Dataset entries:
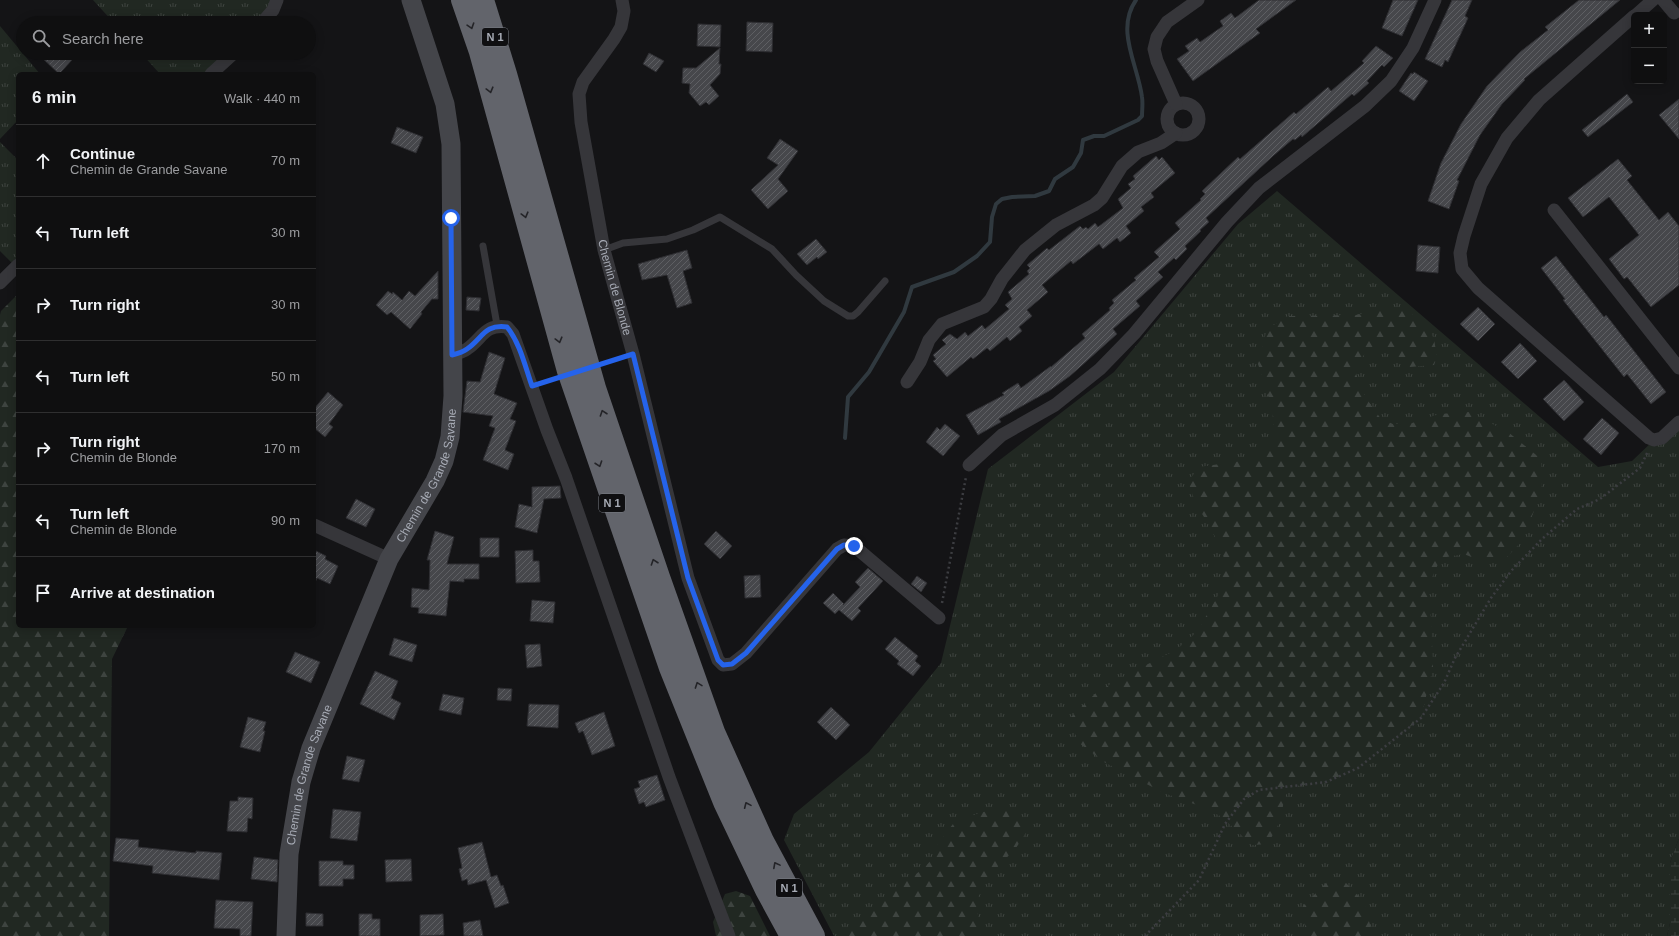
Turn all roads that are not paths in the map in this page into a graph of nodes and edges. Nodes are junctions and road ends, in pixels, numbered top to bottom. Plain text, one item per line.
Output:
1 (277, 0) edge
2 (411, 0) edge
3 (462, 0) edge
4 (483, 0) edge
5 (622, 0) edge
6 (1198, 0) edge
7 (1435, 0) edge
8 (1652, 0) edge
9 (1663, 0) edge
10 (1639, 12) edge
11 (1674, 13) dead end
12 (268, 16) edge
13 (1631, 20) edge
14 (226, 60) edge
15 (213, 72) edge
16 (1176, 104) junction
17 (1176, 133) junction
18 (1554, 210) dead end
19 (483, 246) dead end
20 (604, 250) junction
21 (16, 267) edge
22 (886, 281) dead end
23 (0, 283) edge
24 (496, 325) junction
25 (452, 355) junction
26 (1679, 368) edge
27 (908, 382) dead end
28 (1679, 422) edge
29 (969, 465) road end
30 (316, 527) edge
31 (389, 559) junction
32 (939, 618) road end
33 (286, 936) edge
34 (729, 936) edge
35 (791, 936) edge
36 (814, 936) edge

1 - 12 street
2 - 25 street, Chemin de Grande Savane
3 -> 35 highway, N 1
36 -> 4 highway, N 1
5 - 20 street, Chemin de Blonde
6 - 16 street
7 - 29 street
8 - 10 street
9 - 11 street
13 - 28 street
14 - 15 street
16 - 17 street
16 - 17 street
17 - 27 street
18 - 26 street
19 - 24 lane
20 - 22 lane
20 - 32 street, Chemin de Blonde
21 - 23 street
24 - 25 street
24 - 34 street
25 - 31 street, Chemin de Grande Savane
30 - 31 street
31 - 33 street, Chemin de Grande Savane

• ACTIVITY: Filter the entries down to the lines holding the string "Blonde". Copy each of those lines.

• FINISHED TASK:
5 - 20 street, Chemin de Blonde
20 - 32 street, Chemin de Blonde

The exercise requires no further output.